Предполагалось, что в самом финале Россия проявит добрую волю, предложив себя в посредники, и Турция в чем-то пойдет навстречу, после чего вопрос решится без крови. А уж если турки и их покровители откажутся, то война будет оправдана в глазах общественности, и на дальнейшее Петербург закроет глаза — тогда, но не раньше. Но 4 октября на турецко-черногорской границе, куда стянулись толпы охочего повоевать люда, начались стычки, сперва мелкие, случайные, но за три дня, как ни пытались командиры прекратить бардак, перешедшие в тяжелые бои. И...

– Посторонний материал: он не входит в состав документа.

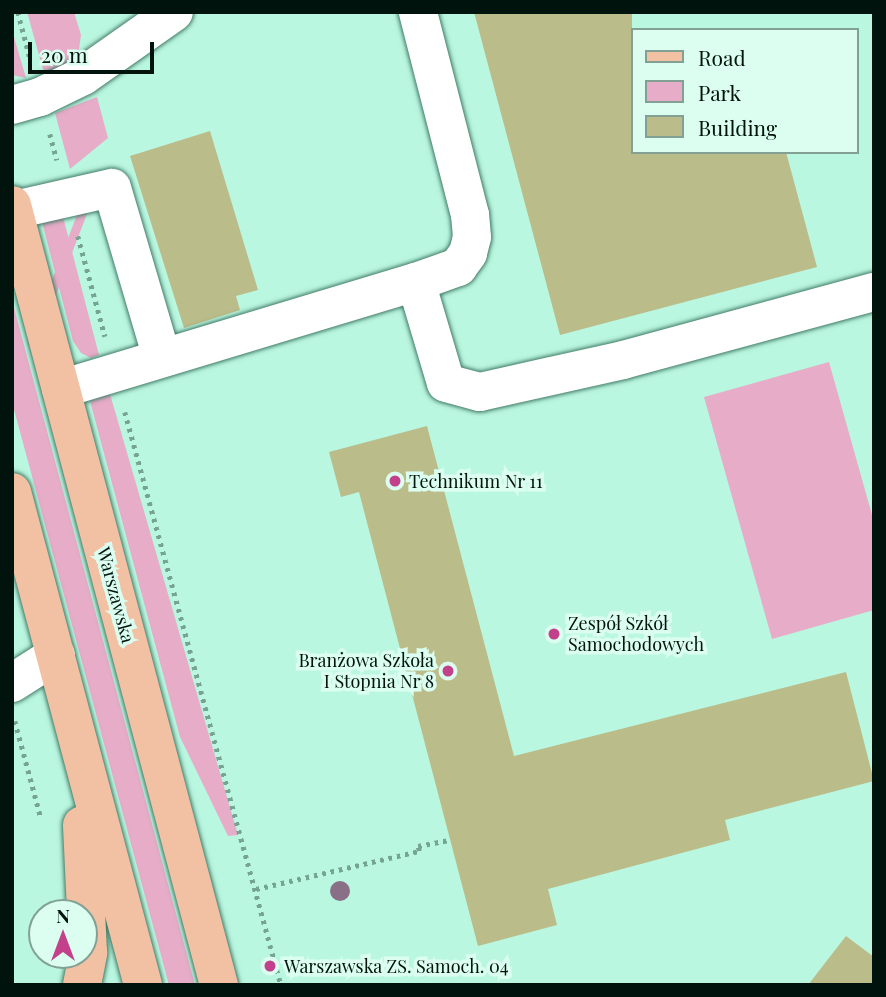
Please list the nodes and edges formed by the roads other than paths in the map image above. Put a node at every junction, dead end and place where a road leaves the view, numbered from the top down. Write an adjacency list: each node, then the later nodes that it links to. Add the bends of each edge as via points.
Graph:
1 (174, 12): 3 (lane, via 83,76)
2 (418, 12): 5 (lane, via 472,237 458,267)
3 (26, 101)
4 (13, 208): 7 (lane, via 112,188); 8 (main road, Warszawska)
5 (416, 282): 6 (lane, via 446,383 480,392 623,360); 7 (lane)
6 (874, 292)
7 (162, 358): 8 (lane)
8 (61, 389): 15 (main road, Warszawska)
9 (12, 492): 10 (main road)
10 (56, 655): 11 (lane); 12 (main road)
11 (12, 683)
12 (75, 733): 13 (main road, via 88,915); 14 (main road)
13 (82, 985)
14 (143, 985)
15 (219, 985)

И 8 октября, в тот же день, когда Сергей Сазонов, прибыв в Берлин, торжественно заявил о готовности России «своим авторитетом обеспечить мир на Балканах»,
посланник Черногории в Порте явочным порядком обнулил российский демарш, официально сообщив главе турецкого МИД, что король Никола считает себя в состоянии войны с султаном Мехмедом, после чего покинул Стамбул, что смешало все красиво разложенные карты.На следующий день регулярные войска Черногории вошли на территорию турецкой Албании и, в общем-то, суровый ультиматум с требованием «безотлагательно предоставить полную автономию трем македонским и адрианопольскому вилайетам, на 6-месячный переходный период назначив губернаторами представителей Бельгии или Швейцарии, а также сократив армейский контингент в Европе на 75 процентов»,
предъявленный Болгарией от имени блока 13 октября, равно как и отказ Порты этот ультиматум принять, напоминал издевательство. Процесс пошел.
УБЕЙ ТУРКА!
Нас не интересуют голые факты, нас интересуют причины и следствия. Правда всегда одна. Или две. Или больше. Но «türk gerçek»

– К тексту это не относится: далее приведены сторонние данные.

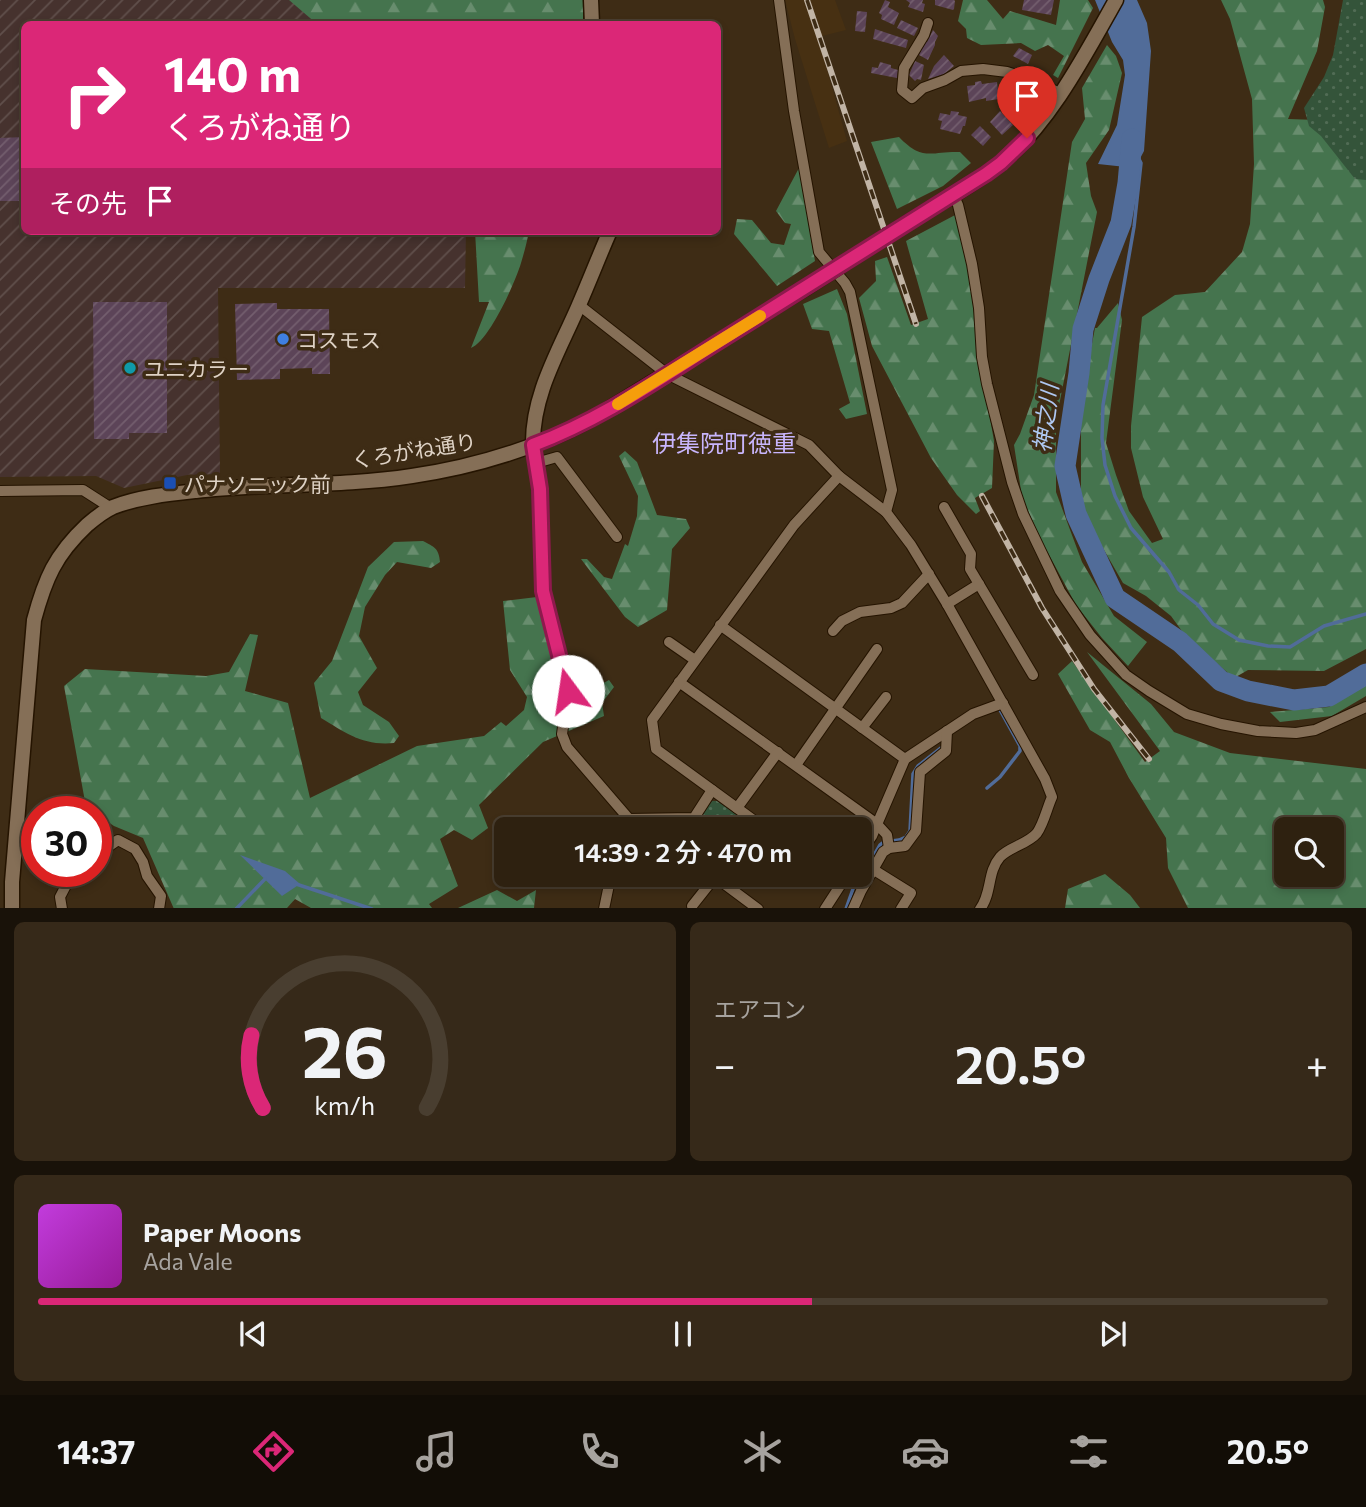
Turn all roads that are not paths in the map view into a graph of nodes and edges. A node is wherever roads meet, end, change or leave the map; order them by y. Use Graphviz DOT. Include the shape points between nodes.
graph roads {
  1 [pos="590,0"];
  2 [pos="779,0"];
  3 [pos="1116,0"];
  4 [pos="592,21"];
  5 [pos="928,23"];
  6 [pos="1061,94"];
  7 [pos="953,194"];
  8 [pos="608,235"];
  9 [pos="579,305"];
  10 [pos="667,374"];
  11 [pos="533,445"];
  12 [pos="536,463"];
  13 [pos="839,476"];
  14 [pos="0,491"];
  15 [pos="944,507"];
  16 [pos="111,508"];
  17 [pos="886,512"];
  18 [pos="617,537"];
  19 [pos="929,574"];
  20 [pos="979,584"];
  21 [pos="947,604"];
  22 [pos="720,625"];
  23 [pos="832,631"];
  24 [pos="669,642"];
  25 [pos="877,649"];
  26 [pos="695,660"];
  27 [pos="1033,675"];
  28 [pos="680,682"];
  29 [pos="886,696"];
  30 [pos="1003,704"];
  31 [pos="1366,707"];
  32 [pos="835,708"];
  33 [pos="862,728"];
  34 [pos="947,731"];
  35 [pos="778,752"];
  36 [pos="905,759"];
  37 [pos="796,765"];
  38 [pos="712,790"];
  39 [pos="737,808"];
  40 [pos="622,817"];
  41 [pos="695,817"];
  42 [pos="745,817"];
  43 [pos="877,824"];
  44 [pos="16,835"];
  45 [pos="872,836"];
  46 [pos="21,838"];
  47 [pos="888,842"];
  48 [pos="112,843"];
  49 [pos="874,870"];
  50 [pos="65,887"];
  51 [pos="608,887"];
  52 [pos="707,887"];
  53 [pos="730,887"];
  54 [pos="839,887"];
  55 [pos="692,906"];
  56 [pos="12,908"];
  57 [pos="62,908"];
  58 [pos="159,908"];
  59 [pos="604,908"];
  60 [pos="758,908"];
  61 [pos="825,908"];
  62 [pos="853,908"];
  63 [pos="901,908"];
  64 [pos="982,908"];
  1 -- 4 [label="street"];
  2 -- 17 [label="street" via="819,252 850,292 892,490"];
  3 -- 6 [label="street, くろがね通り"];
  5 -- 6 [label="street" via="904,68 902,90 912,98 961,71 982,69 1036,81"];
  6 -- 7 [label="street, くろがね通り" via="1001,163"];
  7 -- 10 [label="street, くろがね通り, bridge"];
  7 -- 31 [label="street" via="972,264 987,384 1012,482 1060,591 1090,635 1126,675 1149,691 1187,714 1221,724 1296,733 1315,730"];
  8 -- 9 [label="street"];
  9 -- 10 [label="street"];
  9 -- 11 [label="street" via="544,383"];
  10 -- 11 [label="street, くろがね通り" via="577,426"];
  10 -- 13 [label="street" via="809,445"];
  11 -- 12 [label="street"];
  11 -- 16 [label="street, くろがね通り" via="472,465 414,476 227,487 166,494"];
  12 -- 18 [label="street" via="557,457"];
  12 -- 40 [label="street" via="543,591 568,691 562,734 567,747"];
  13 -- 17 [label="street"];
  13 -- 22 [label="street" via="793,524"];
  14 -- 16 [label="street" via="83,490"];
  15 -- 20 [label="street" via="971,554 971,569"];
  16 -- 44 [label="street, くろがね通り" via="74,537 53,566 41,594 34,620"];
  17 -- 19 [label="street"];
  19 -- 21 [label="street"];
  19 -- 23 [label="street" via="902,603 860,612"];
  20 -- 21 [label="street"];
  20 -- 27 [label="street"];
  21 -- 30 [label="street"];
  22 -- 26 [label="street"];
  22 -- 32 [label="street"];
  24 -- 26 [label="street"];
  25 -- 32 [label="street"];
  26 -- 28 [label="street"];
  28 -- 35 [label="street"];
  28 -- 38 [label="street" via="652,720 656,749"];
  29 -- 33 [label="street"];
  30 -- 34 [label="street" via="973,714"];
  30 -- 64 [label="street" via="1052,797 1036,834 1000,856"];
  32 -- 33 [label="street"];
  32 -- 37 [label="street"];
  33 -- 36 [label="street"];
  34 -- 36 [label="street"];
  34 -- 47 [label="street" via="946,751 920,772 916,831 905,846"];
  35 -- 37 [label="street"];
  35 -- 39 [label="street"];
  36 -- 43 [label="street"];
  37 -- 43 [label="street"];
  38 -- 39 [label="street"];
  38 -- 41 [label="street"];
  39 -- 42 [label="street"];
  43 -- 45 [label="street"];
  43 -- 47 [label="street"];
  44 -- 46 [label="street"];
  44 -- 56 [label="street, くろがね通り"];
  47 -- 49 [label="street"];
  48 -- 58 [label="street" via="118,839 135,849 161,896"];
  49 -- 62 [label="street"];
  49 -- 63 [label="street" via="911,893"];
  50 -- 57 [label="street" via="60,897"];
  51 -- 59 [label="street"];
  52 -- 55 [label="street"];
  53 -- 60 [label="street"];
  54 -- 61 [label="street"];
}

[66] в те дни не котировалась. Сербия встала как один «За српски истина!»[67]. Греция, понятно, «Ελληνικαγια την αληθεια!»[68]. А уж про Болгарию — «За българските истината!»[69] — и вообще можно не говорить. Манифест Фердинанда, умело и красиво разъяснивший причины войны, и без того уже всем понятные, массы встретили с энтузиазмом на грани экстаза. Мобилизация пошла темпами, предсказать которые не мог никто, добровольцы валили валом. Всего за две недели 70-тысячная кадровая армия увеличилась вшестеро, и это был далеко не предел.А вот в Петербурге считали, что союзники, начав войну без согласования (в «случайное» поведение черногорцев, давшее старт событиям, на Неве не поверили, имея на то все основания: князь Никола, на правах близкого родственника, частенько чудил), поступили плохо. Не по русской правде, так сказать. Проект Сазонова, рассматривавшего Балканский союз как инструмент постепенного давления, улетел в корзину. Приходилось действовать по обстоятельствам, а этого на Неве не любили.
Зато на Шпрее «внезапность» обрадовала многих. Там считали, что правду определит только практика. «Зачем ждать такого момента, когда Россия будет готова? —
писал кайзер. — Дошло до войны? Прекрасно. Пусть балканские государства себя покажут. Если они решительно побьют Турцию, значит они были правы и им подобает известная награда. Если их разобьют, они притихнут и долгое время будут сидеть смирно».Действительность, однако, перевернула все прогнозы. Болгарская армия под формальным командованием лично Фердинанда («главный помощник» —
генерал Михаил Савов, начальник штаба — генерал Иван Фичев), развивая наступление на восток, в считаные дни взяла мощную крепость Лозенград, вышла на подступы к Адрианополю, прорвала выстроенную немцами «линию Люлебургаз — Бунарсахир» и отбросила турок к фортам Чаталджи — последней внешней линии обороны Стамбула. На Южном фронте 7-я Рильская дивизия вместе с отрядами ВМОРО приближалась к Салоникам, куда маршировала и греческая Фессалийская армия, разгромившая турок при Яннице.Еще одна греческая армия, Эпирская, осадила Янину. Флот Греции блокировал выход из Дарданелл и высадил десанты на острова. Сербы, разбив турок у Куманова, заняли Скопье, а затем, вместе с греками, Битоль, после чего турецкая Западная армия перестала существовать, а черногорцы и сербы в Албании, выйдя к Адриатике, осадили Шкодер. Масштаб блицкрига становился пугающим, война переходила в избиение младенцев.